The result is by now well-known to everyone - there was a 4-5 big figure move, only it was higher, as countless Goldman clients lost their shirts, and prompted the following mea culpa hours later: "The Euro rallied, driven by declining inflation break-evens and rising nominal yields, i.e., rising real yields. This price action has all the hallmarks of the Yen under Governor Shirakawa, as opposed to Governor Kuroda, raising for us the unpleasant possibility that the idiosyncratic Euro weaker story has been compromised. Even in the unlikely event that today’s disappointment was a mistake, we think it has cost enough credibility that the Euro down story we had envisaged is now less likely to play out. We are placing our forecasts under review."

Then, one day later, Draghi explained the "disappointment" was indeed a mistake, and the EUR proceeded to slide 150 pips from intraday highs just shy of 1.10.

And then overnight, Goldman concluded its "review" of where the EUR will go in the short, medium and long-term, when Robin Brooks announced Goldman is now "Scaling Back our Expectation for Euro Downside" specifically saying the firm revises its forecast for EUR/$ to 1.07, 1.05 and 1.00 in 3, 6 and 12 months (from 1.02, 1.00 and 0.95 previously) and lifts its year end-2017 forecast to 0.90 from 0.80. To wit:

In our eyes, the Euro lower trade has always been about regime change at the ECB, a shift from Bundesbank-dominated thinking towards reflationary policies aimed at confronting low inflation in Europe. With inflation trending lower, this shift had been under way for some time and grew in intensity in 2014, in the run-up to the QE announcement in January of this year. However, shortly after the start of ECB QE, a discussion over “tapering” and a sharp rise in Bund yields began to undermine the program, causing the Euro downtrend to be arrested.

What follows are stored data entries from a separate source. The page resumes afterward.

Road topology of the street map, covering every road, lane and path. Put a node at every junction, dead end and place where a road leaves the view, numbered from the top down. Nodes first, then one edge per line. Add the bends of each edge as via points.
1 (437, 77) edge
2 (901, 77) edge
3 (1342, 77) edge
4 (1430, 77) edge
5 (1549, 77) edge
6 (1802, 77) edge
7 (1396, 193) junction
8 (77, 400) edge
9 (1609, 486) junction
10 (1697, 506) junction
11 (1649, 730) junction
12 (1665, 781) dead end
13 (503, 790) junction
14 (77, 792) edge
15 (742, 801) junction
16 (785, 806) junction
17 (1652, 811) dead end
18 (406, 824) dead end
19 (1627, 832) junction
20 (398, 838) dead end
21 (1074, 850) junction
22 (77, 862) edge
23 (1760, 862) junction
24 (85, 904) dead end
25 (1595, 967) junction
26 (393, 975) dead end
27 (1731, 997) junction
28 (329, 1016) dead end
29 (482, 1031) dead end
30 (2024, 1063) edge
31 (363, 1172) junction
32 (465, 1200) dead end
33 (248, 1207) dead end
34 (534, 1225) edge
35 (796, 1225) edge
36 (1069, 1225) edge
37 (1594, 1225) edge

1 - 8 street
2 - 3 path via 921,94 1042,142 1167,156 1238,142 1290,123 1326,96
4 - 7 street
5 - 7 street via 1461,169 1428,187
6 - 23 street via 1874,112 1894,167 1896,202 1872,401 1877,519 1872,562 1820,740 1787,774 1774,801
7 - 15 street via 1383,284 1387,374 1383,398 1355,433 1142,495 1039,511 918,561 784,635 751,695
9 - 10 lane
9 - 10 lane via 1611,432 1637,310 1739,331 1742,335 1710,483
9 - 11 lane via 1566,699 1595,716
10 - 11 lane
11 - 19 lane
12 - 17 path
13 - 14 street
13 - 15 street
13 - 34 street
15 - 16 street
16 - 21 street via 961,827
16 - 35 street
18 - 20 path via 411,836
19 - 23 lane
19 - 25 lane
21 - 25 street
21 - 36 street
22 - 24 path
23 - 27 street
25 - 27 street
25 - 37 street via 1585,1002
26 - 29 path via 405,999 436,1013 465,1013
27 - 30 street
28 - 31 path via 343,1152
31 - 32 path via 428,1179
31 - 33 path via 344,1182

During that period, our view of fundamentals was such that we stuck to our forecasts. We wrote about how structural reforms on the periphery were likely to keep inflation in Europe lower than otherwise, given that product and labor market reforms could be shifting the Euro zone Phillips curve down. Our view was essentially that, with this inflation dynamic under way, the doves on the Governing Council would be able to reassert themselves, allowing them to consolidate the ECB QE program and fix some of the damage from the summer.

That is not what happened last week. Of course, the ECB did provide additional stimulus, in the form of another deposit cut and an extension of the QE program. It is also possible that thin liquidity exaggerated market moves, such that the spike in EUR/$ overstates the degree of disappointment to the market. But in the end, what mattered last week was whether the ECB sent a message consistent with President Draghi’s speech in Frankfurt on November 20, one that signalled a sense of urgency over the need to confront low inflation. It did not.

Our best read is that the Governing Council is conflicted over the use of unconventional policies and therefore resisted more aggressive action. Given that – at the zero lower bound – so much rides on a central bank’s willingness to send strong signals in order to influence expectations, last week’s performance likely compounded the damage from the summer, rather than fixing it. In short, our conviction in regime change is down, and we worry that the ECB is starting to lag relative to the BoJ under Governor Kuroda.

As a result, we are scaling back our expectation for Euro downside. We revise our forecast for EUR/$ to 1.07, 1.05 and 1.00 in 3, 6 and 12 months (from 1.02, 1.00 and 0.95 previously) and lift our end-2017 forecast to 0.90 from 0.80. We also reduce our expectation for Euro downside against the Pound, where our EUR/GBP forecast is now 0.71, 0.70 and 0.68 on a 3-, 6- and 12-month horizon (from 0.69, 0.67 and 0.65 before). Our end-2017 forecast is now 0.65 versus 0.57 previously. Finally, we revise our EUR/CHF forecast to be essentially flat on a 12-month horizon, with an end-point of 1.15 in 2017 (from 1.10 before).

On a trade-weighted basis, these forecast revisions mean that Dollar appreciation against the majors through end-2017 is now 14 percent, down from 20 percent previously. We are still firmly in the Dollar bull camp, therefore, continuing to see Fed lift-off and subsequent tightening as USD positives, as we laid out in the FX Analyst in April 2014.